═════ DATASET ENTRIES ═════

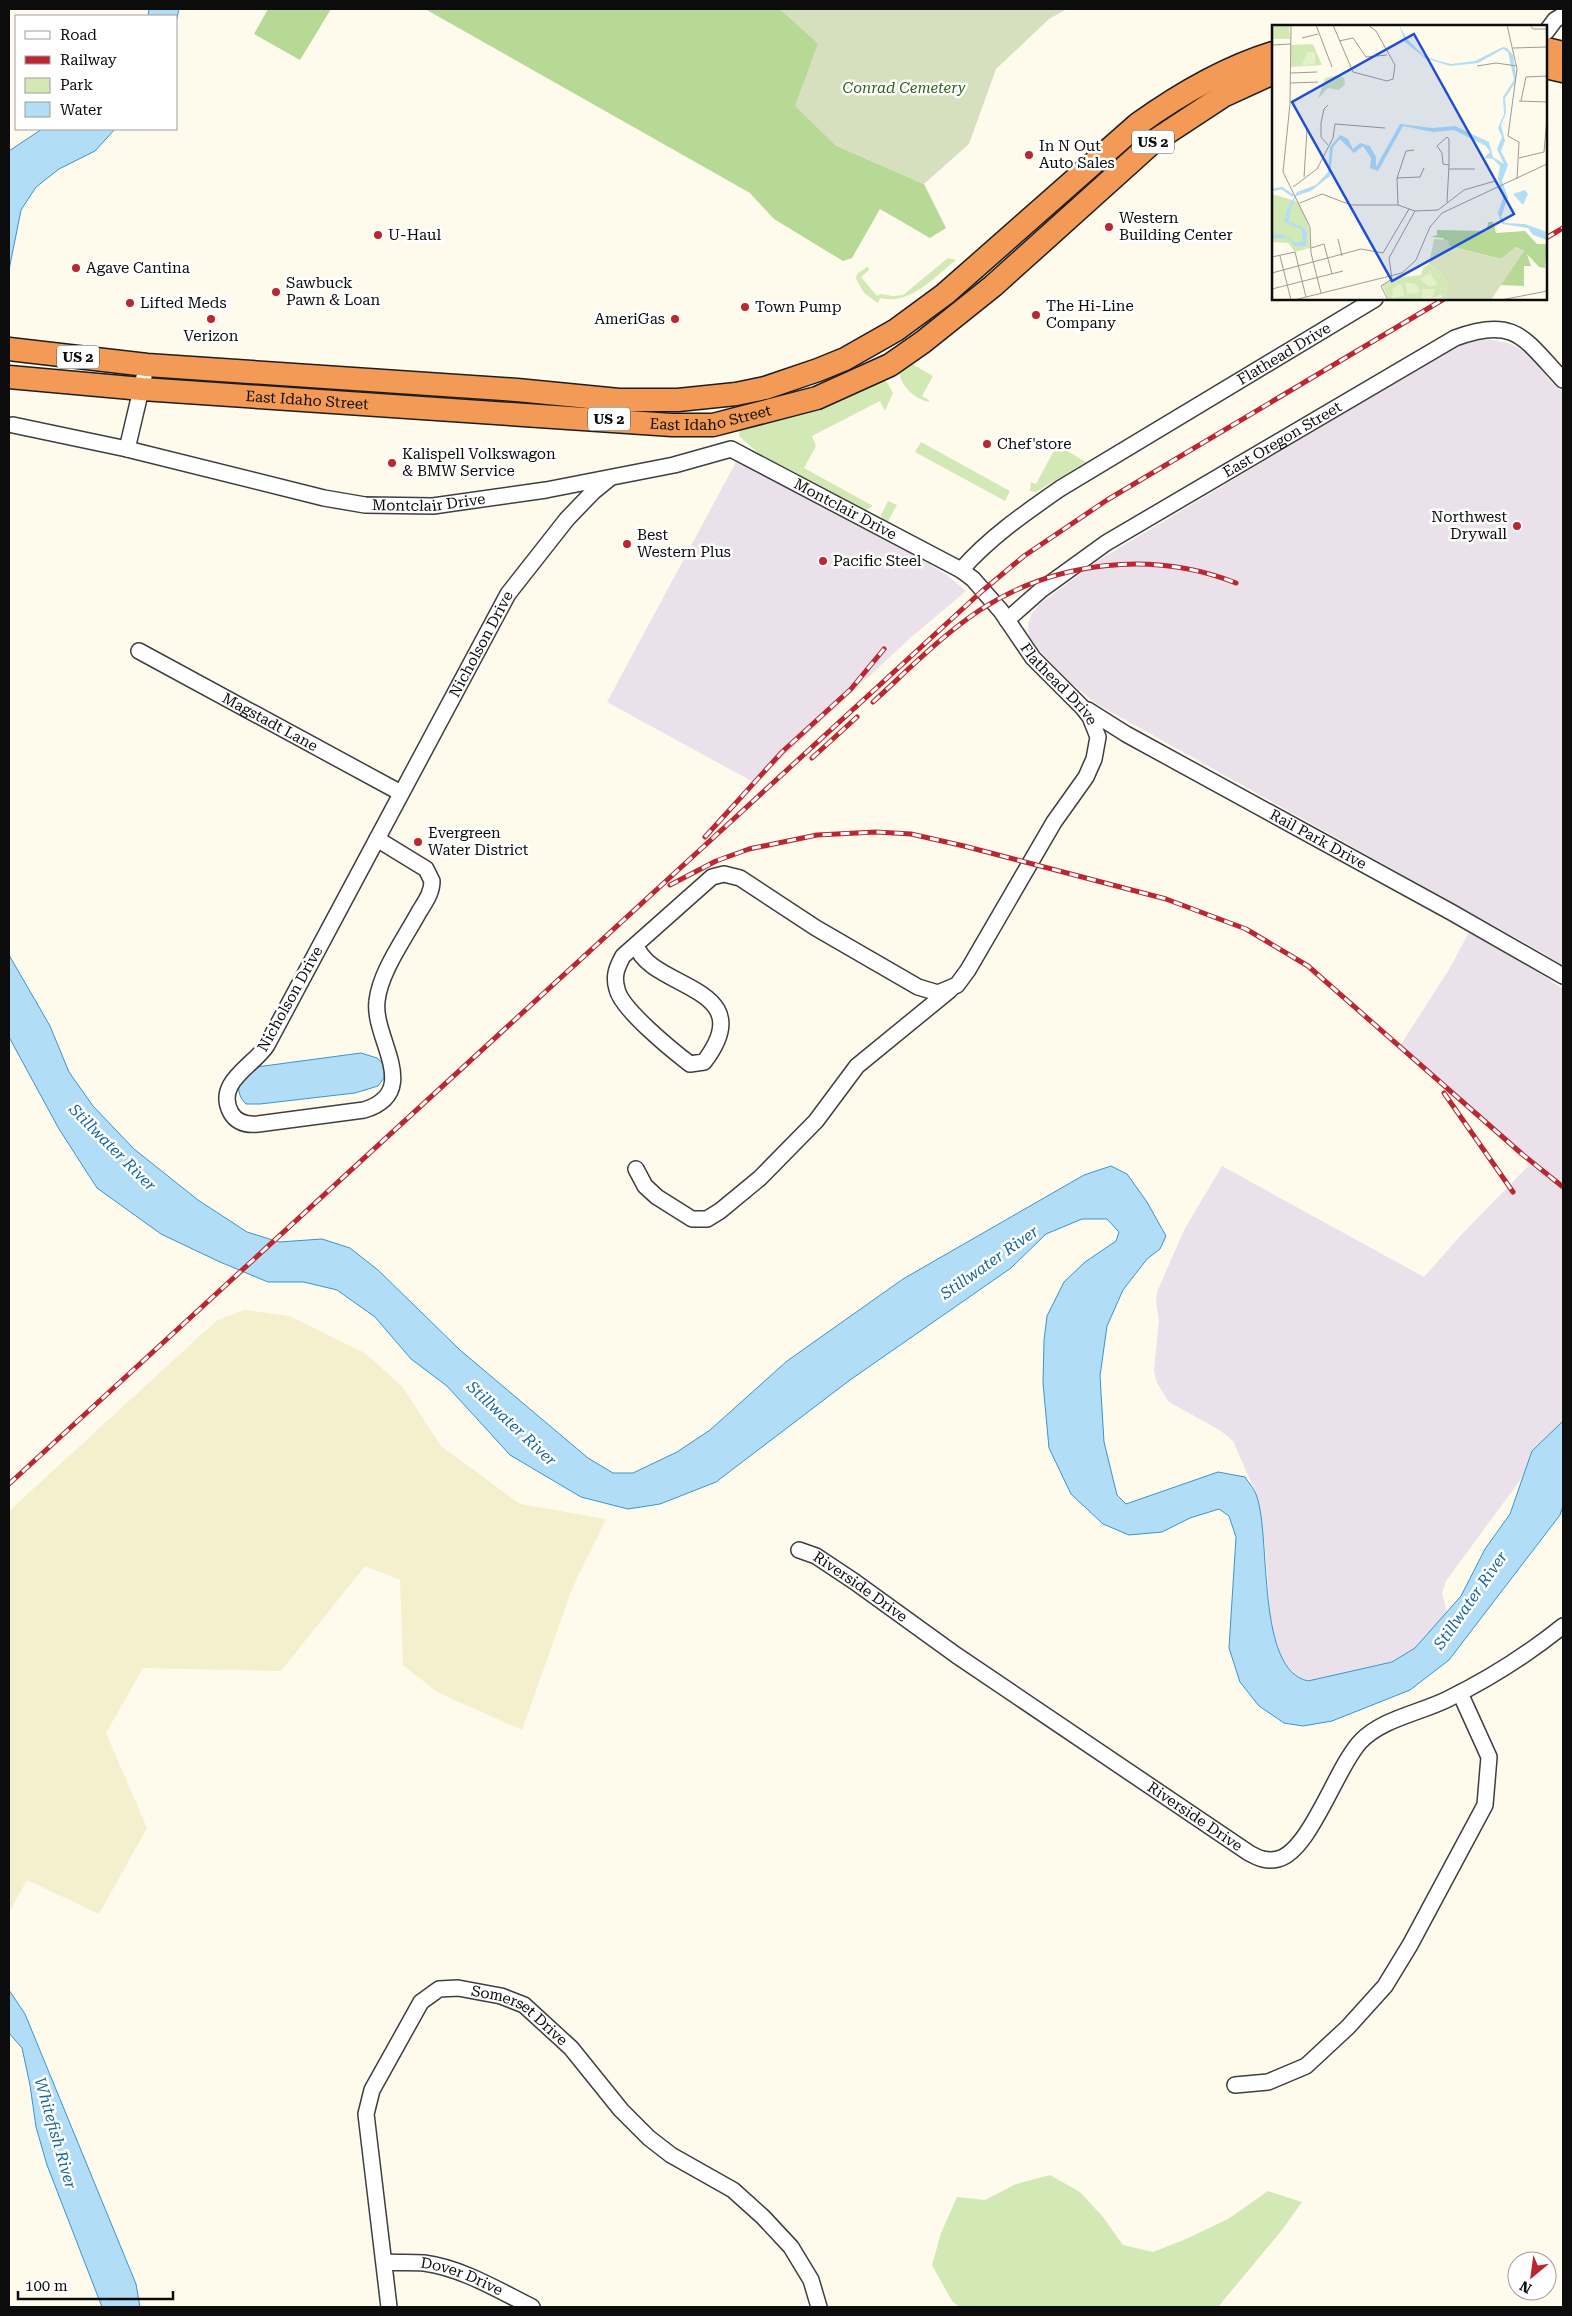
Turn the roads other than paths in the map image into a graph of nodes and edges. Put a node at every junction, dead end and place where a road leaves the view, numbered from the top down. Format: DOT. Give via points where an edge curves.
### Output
graph roads {
  1 [pos="1563,15"];
  2 [pos="1547,31"];
  3 [pos="1547,49"];
  4 [pos="1272,53"];
  5 [pos="1563,53"];
  6 [pos="1547,66"];
  7 [pos="1563,71"];
  8 [pos="1272,73"];
  9 [pos="1373,300"];
  10 [pos="9,349"];
  11 [pos="15,377"];
  12 [pos="144,377"];
  13 [pos="1563,380"];
  14 [pos="382,381"];
  15 [pos="215,394"];
  16 [pos="13,425"];
  17 [pos="713,425"];
  18 [pos="127,449"];
  19 [pos="731,449"];
  20 [pos="620,474"];
  21 [pos="962,570"];
  22 [pos="1007,620"];
  23 [pos="139,651"];
  24 [pos="1075,699"];
  25 [pos="401,793"];
  26 [pos="377,839"];
  27 [pos="636,945"];
  28 [pos="1563,976"];
  29 [pos="957,985"];
  30 [pos="636,1169"];
  31 [pos="799,1550"];
  32 [pos="1563,1626"];
  33 [pos="1460,1693"];
  34 [pos="1235,2084"];
  35 [pos="385,2262"];
  36 [pos="389,2307"];
  37 [pos="532,2307"];
  38 [pos="819,2307"];
  1 -- 2 [label="street"];
  3 -- 5 [label="highway"];
  4 -- 14 [label="highway, East Idaho Street / US 2" via="1214,77 1166,104 1120,138 921,313 871,346 818,370 765,388 678,400 619,400"];
  6 -- 7 [label="highway"];
  8 -- 17 [label="highway, East Idaho Street / US 2" via="1223,96 1153,142 1000,280 890,365 817,398"];
  9 -- 21 [label="street, Flathead Drive" via="1061,488 1011,523 977,552"];
  10 -- 12 [label="highway, East Idaho Street / US 2"];
  11 -- 12 [label="highway, East Idaho Street / US 2"];
  12 -- 14 [label="highway, East Idaho Street / US 2"];
  12 -- 15 [label="highway, East Idaho Street / US 2"];
  12 -- 18 [label="street"];
  13 -- 22 [label="street, East Oregon Street" via="1530,343 1516,334 1502,329 1486,329 1454,338 1106,543 1041,590"];
  14 -- 15 [label="highway" via="357,386 247,384"];
  15 -- 17 [label="highway, East Idaho Street / US 2" via="672,425"];
  16 -- 18 [label="street, Montclair Drive"];
  17 -- 19 [label="street, Montclair Drive"];
  18 -- 20 [label="street, Montclair Drive" via="324,498 365,505 433,506 546,490"];
  19 -- 20 [label="street, Montclair Drive" via="674,465"];
  19 -- 21 [label="street, Montclair Drive"];
  20 -- 25 [label="street, Nicholson Drive" via="604,482 567,519 508,594"];
  21 -- 22 [label="street, Flathead Drive"];
  22 -- 24 [label="street, Flathead Drive" via="1034,658"];
  23 -- 25 [label="street, Magstadt Lane"];
  24 -- 28 [label="street, Rail Park Drive" via="1119,730"];
  24 -- 29 [label="street, Flathead Drive" via="1090,717 1098,737 1094,760"];
  25 -- 26 [label="street, Nicholson Drive"];
  26 -- 26 [label="street, Nicholson Drive" via="267,1045 231,1084 229,1106 234,1117 243,1123 258,1124 364,1110 379,1103 390,1088 392,1067 378,1020 377,996 427,898 432,881 426,869"];
  27 -- 27 [label="street" via="623,956 615,972 617,991 627,1007 677,1054 690,1064 704,1062 720,1032 718,1016 711,1002 693,988 646,963"];
  27 -- 29 [label="street" via="712,877 724,874 740,878 816,928 918,987 938,993"];
  29 -- 30 [label="street" via="856,1066 816,1121 760,1178 720,1212 707,1219 692,1219 651,1192"];
  31 -- 33 [label="street, Riverside Drive" via="825,1562 956,1655 1258,1858 1278,1859 1296,1847 1352,1752 1370,1733"];
  32 -- 33 [label="street, Riverside Drive" via="1530,1651"];
  33 -- 34 [label="street" via="1489,1757 1485,1805 1410,1945 1385,1986 1306,2066 1268,2082"];
  35 -- 36 [label="street, Somerset Drive"];
  35 -- 37 [label="street, Dover Drive" via="441,2267"];
  35 -- 38 [label="street, Somerset Drive" via="366,2114 372,2090 421,2002 439,1989 458,1988 502,1996 524,2005 571,2048 648,2138 733,2190 791,2247 811,2280"];
}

═════

• WORK TO BE COMPLETED
Reproduce the lines above exactly, image-free.

• YOUR RESPONSE
Turn the roads other than paths in the map image into a graph of nodes and edges. Put a node at every junction, dead end and place where a road leaves the view, numbered from the top down. Format: DOT. Give via points where an edge curves.
### Output
graph roads {
  1 [pos="1563,15"];
  2 [pos="1547,31"];
  3 [pos="1547,49"];
  4 [pos="1272,53"];
  5 [pos="1563,53"];
  6 [pos="1547,66"];
  7 [pos="1563,71"];
  8 [pos="1272,73"];
  9 [pos="1373,300"];
  10 [pos="9,349"];
  11 [pos="15,377"];
  12 [pos="144,377"];
  13 [pos="1563,380"];
  14 [pos="382,381"];
  15 [pos="215,394"];
  16 [pos="13,425"];
  17 [pos="713,425"];
  18 [pos="127,449"];
  19 [pos="731,449"];
  20 [pos="620,474"];
  21 [pos="962,570"];
  22 [pos="1007,620"];
  23 [pos="139,651"];
  24 [pos="1075,699"];
  25 [pos="401,793"];
  26 [pos="377,839"];
  27 [pos="636,945"];
  28 [pos="1563,976"];
  29 [pos="957,985"];
  30 [pos="636,1169"];
  31 [pos="799,1550"];
  32 [pos="1563,1626"];
  33 [pos="1460,1693"];
  34 [pos="1235,2084"];
  35 [pos="385,2262"];
  36 [pos="389,2307"];
  37 [pos="532,2307"];
  38 [pos="819,2307"];
  1 -- 2 [label="street"];
  3 -- 5 [label="highway"];
  4 -- 14 [label="highway, East Idaho Street / US 2" via="1214,77 1166,104 1120,138 921,313 871,346 818,370 765,388 678,400 619,400"];
  6 -- 7 [label="highway"];
  8 -- 17 [label="highway, East Idaho Street / US 2" via="1223,96 1153,142 1000,280 890,365 817,398"];
  9 -- 21 [label="street, Flathead Drive" via="1061,488 1011,523 977,552"];
  10 -- 12 [label="highway, East Idaho Street / US 2"];
  11 -- 12 [label="highway, East Idaho Street / US 2"];
  12 -- 14 [label="highway, East Idaho Street / US 2"];
  12 -- 15 [label="highway, East Idaho Street / US 2"];
  12 -- 18 [label="street"];
  13 -- 22 [label="street, East Oregon Street" via="1530,343 1516,334 1502,329 1486,329 1454,338 1106,543 1041,590"];
  14 -- 15 [label="highway" via="357,386 247,384"];
  15 -- 17 [label="highway, East Idaho Street / US 2" via="672,425"];
  16 -- 18 [label="street, Montclair Drive"];
  17 -- 19 [label="street, Montclair Drive"];
  18 -- 20 [label="street, Montclair Drive" via="324,498 365,505 433,506 546,490"];
  19 -- 20 [label="street, Montclair Drive" via="674,465"];
  19 -- 21 [label="street, Montclair Drive"];
  20 -- 25 [label="street, Nicholson Drive" via="604,482 567,519 508,594"];
  21 -- 22 [label="street, Flathead Drive"];
  22 -- 24 [label="street, Flathead Drive" via="1034,658"];
  23 -- 25 [label="street, Magstadt Lane"];
  24 -- 28 [label="street, Rail Park Drive" via="1119,730"];
  24 -- 29 [label="street, Flathead Drive" via="1090,717 1098,737 1094,760"];
  25 -- 26 [label="street, Nicholson Drive"];
  26 -- 26 [label="street, Nicholson Drive" via="267,1045 231,1084 229,1106 234,1117 243,1123 258,1124 364,1110 379,1103 390,1088 392,1067 378,1020 377,996 427,898 432,881 426,869"];
  27 -- 27 [label="street" via="623,956 615,972 617,991 627,1007 677,1054 690,1064 704,1062 720,1032 718,1016 711,1002 693,988 646,963"];
  27 -- 29 [label="street" via="712,877 724,874 740,878 816,928 918,987 938,993"];
  29 -- 30 [label="street" via="856,1066 816,1121 760,1178 720,1212 707,1219 692,1219 651,1192"];
  31 -- 33 [label="street, Riverside Drive" via="825,1562 956,1655 1258,1858 1278,1859 1296,1847 1352,1752 1370,1733"];
  32 -- 33 [label="street, Riverside Drive" via="1530,1651"];
  33 -- 34 [label="street" via="1489,1757 1485,1805 1410,1945 1385,1986 1306,2066 1268,2082"];
  35 -- 36 [label="street, Somerset Drive"];
  35 -- 37 [label="street, Dover Drive" via="441,2267"];
  35 -- 38 [label="street, Somerset Drive" via="366,2114 372,2090 421,2002 439,1989 458,1988 502,1996 524,2005 571,2048 648,2138 733,2190 791,2247 811,2280"];
}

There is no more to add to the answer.